Jonathan Evison's All About Lulu feels very much like the freshman effort that it is—gawky, dazzled by possibilities, not quite sure if it wants to join the rugby team or the drama club. It's as though Evison is exploring his options, experimenting with quirky plot points, dabbling in varied storytelling techniques, struggling in the end to assemble divergent threads into something meaningful and coherent.

If you can look past Lulu's attempts to impress (past the pierced eyebrow and temporary bisexuality, if you will), at the novel's core is a simple story of infatuation so familiar, frank, and well realized that reading it is occasionally uncomfortable: Lulu will resonate with anyone who's ever had an ill-advised crush that just wouldn't go away.

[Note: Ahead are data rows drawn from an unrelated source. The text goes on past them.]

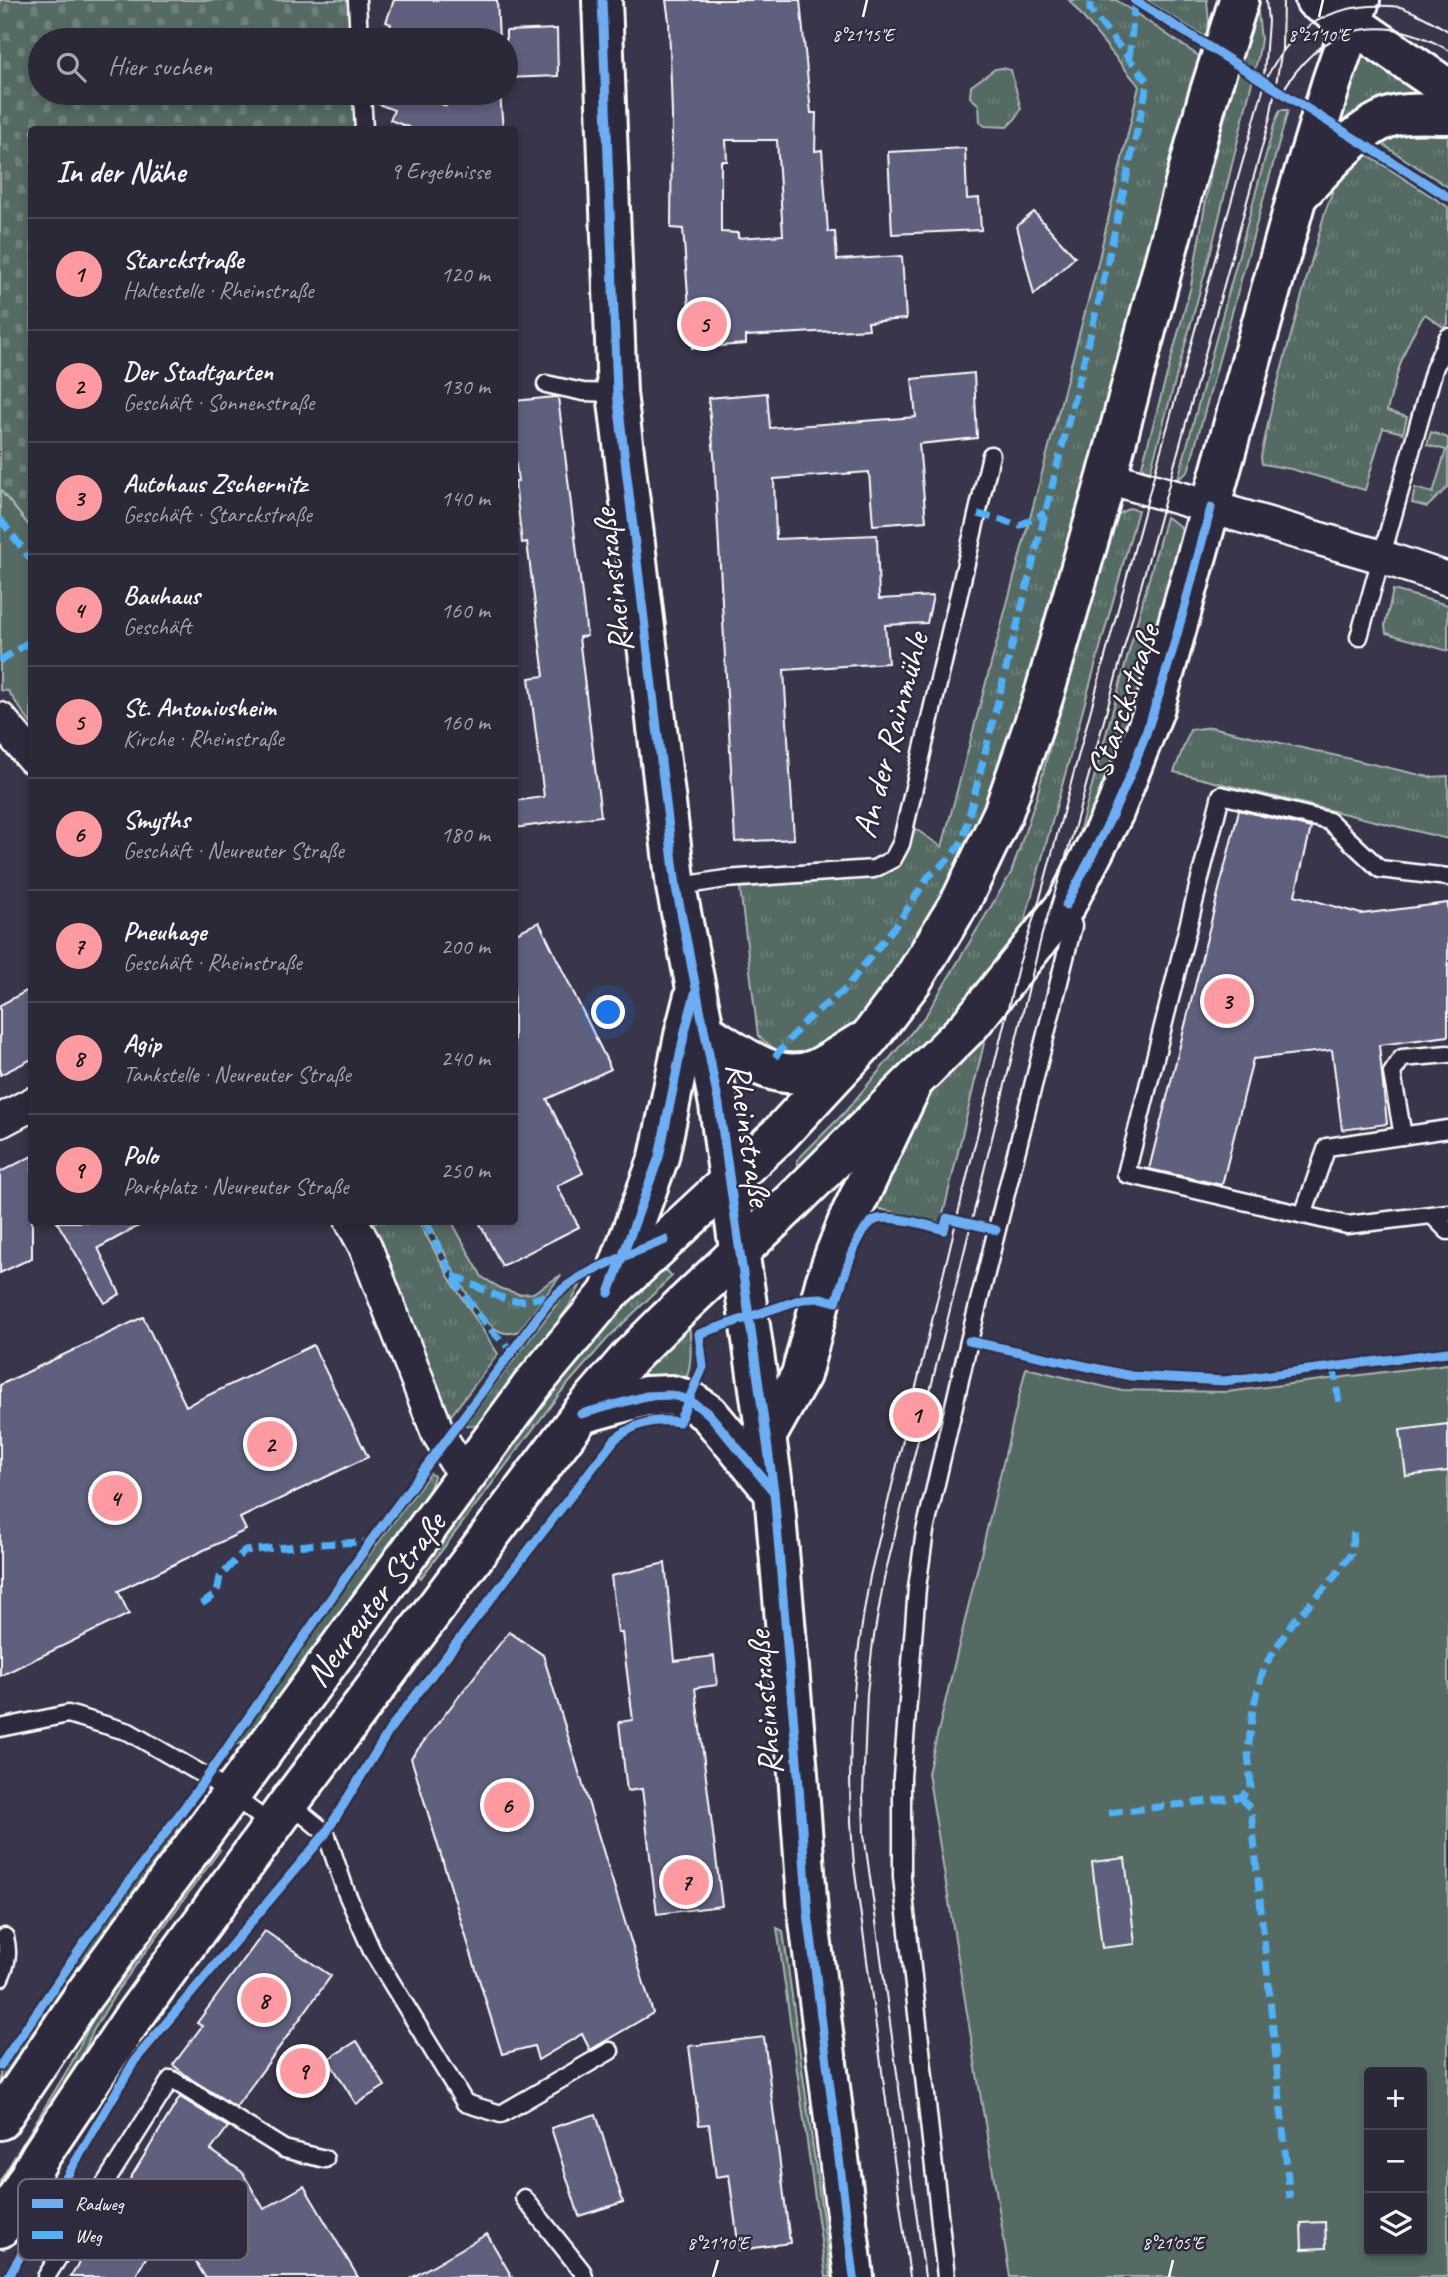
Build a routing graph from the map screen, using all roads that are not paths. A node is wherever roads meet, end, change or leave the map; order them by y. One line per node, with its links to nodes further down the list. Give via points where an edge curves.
1 (357, 0): 6 (lane)
2 (602, 0): 14 (main road, Rheinstraße)
3 (1238, 0): 16 (main road)
4 (1315, 0): 5 (main road)
5 (1356, 11): 7 (main road); 11 (main road, Starckstraße)
6 (358, 28)
7 (1448, 89)
8 (362, 105): 10 (lane)
9 (1448, 114): 11 (main road, via 1398,115 1379,121)
10 (363, 126)
11 (1297, 196): 17 (main road, Starckstraße)
12 (1448, 337): 18 (lane, via 1434,369)
13 (546, 384): 14 (lane)
14 (617, 393): 24 (main road, Rheinstraße)
15 (991, 455): 24 (lane, An der Rainmühle, via 904,832 893,859 874,869 725,878)
16 (1107, 477): 17 (street); 28 (main road, via 1044,698 1003,813 962,899 912,981)
17 (1211, 508): 18 (street); 25 (main road, Starckstraße, via 1154,710 1114,812)
18 (1382, 557): 19 (street); 20 (lane)
19 (1448, 579)
20 (1359, 637)
21 (0, 719): 22 (street)
22 (28, 752)
23 (1448, 877): 36 (lane, via 1380,869 1329,821 1221,795 1126,1174)
24 (676, 887): 26 (main road, Rheinstraße)
25 (1066, 905): 30 (main road, Starckstraße, via 969,1026); 63 (lane, via 1073,926 969,1341 925,1531 917,1588 902,1777 902,1878)
26 (696, 991): 27 (main road, Rheinstraße); 41 (main road, via 659,1157)
27 (705, 1032): 28 (main road, via 758,1065 797,1073 816,1069); 35 (main road, Rheinstraße)
28 (870, 1037): 35 (main road, Neureuter Straße, via 796,1118)
29 (1448, 1054): 34 (lane, via 1402,1058 1392,1073)
30 (911, 1085): 40 (main road, Starckstraße); 43 (main road, via 835,1254 802,1375)
31 (28, 1106): 32 (street)
32 (0, 1121)
33 (1448, 1129): 34 (lane)
34 (1404, 1136): 36 (lane, via 1327,1147)
35 (729, 1180): 40 (main road, Rheinstraße); 41 (main road, Neureuter Straße)
36 (1303, 1214): 37 (lane, via 1347,1225)
37 (1440, 1214): 39 (lane)
38 (354, 1225): 44 (street, via 442,1443)
39 (1448, 1231)
40 (739, 1252): 42 (main road, Neureuter Straße, via 630,1357); 43 (main road, Rheinstraße)
41 (609, 1293): 44 (main road, Neureuter Straße, via 533,1384)
42 (581, 1414): 45 (main road, via 646,1396 689,1400 709,1414); 48 (main road, Neureuter Straße)
43 (766, 1437): 45 (main road, Rheinstraße)
44 (466, 1477): 47 (main road, Neureuter Straße)
45 (774, 1492): 62 (main road, Rheinstraße, via 808,1913)
46 (0, 1728): 47 (lane, via 68,1714 129,1732)
47 (231, 1793): 48 (lane); 52 (main road, Neureuter Straße, via 84,1995)
48 (281, 1814): 51 (lane, via 326,1833 372,1951 465,2103 500,2114); 54 (main road, Neureuter Straße, via 116,2045)
49 (5, 1937): 50 (lane, via 8,1950)
50 (0, 1978)
51 (610, 2051)
52 (0, 2120)
53 (325, 2159): 55 (lane, via 284,2149 171,2079)
54 (28, 2179)
55 (108, 2179)
56 (18, 2196): 58 (main road, Neureuter Straße)
57 (524, 2198): 61 (lane)
58 (0, 2228)
59 (57, 2260): 60 (lane)
60 (46, 2277)
61 (584, 2277)
62 (853, 2277)
63 (946, 2277)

William Miller is the skinny vegetarian son of a widowed bodybuilder, a quiet boy whose world changes forever when he meets Lulu, his soon-to-be stepsister. His life-long passion for Lulu develops when the two are just children, and it's initially reciprocated—the two share an idyllic relationship, complete with a private language and innocent sexual exploration. All of this ends one summer when Lulu goes to cheerleading camp: The formerly loving, exuberant girl returns distant and strange, unwilling or unable to return to the Edenic state the children once shared.

As the two grow up, Lulu moves on, dating other men and eventually moving to Seattle. Will, meanwhile, takes philosophy classes at the community college, dreams of being a radio announcer, and finds himself instead opening a hot dog stand—and all the while, he never stops pining for Lulu. The narrative is interspersed with letters, journal entries, and academic essays documenting Will's struggle to understand both Lulu and the world around him.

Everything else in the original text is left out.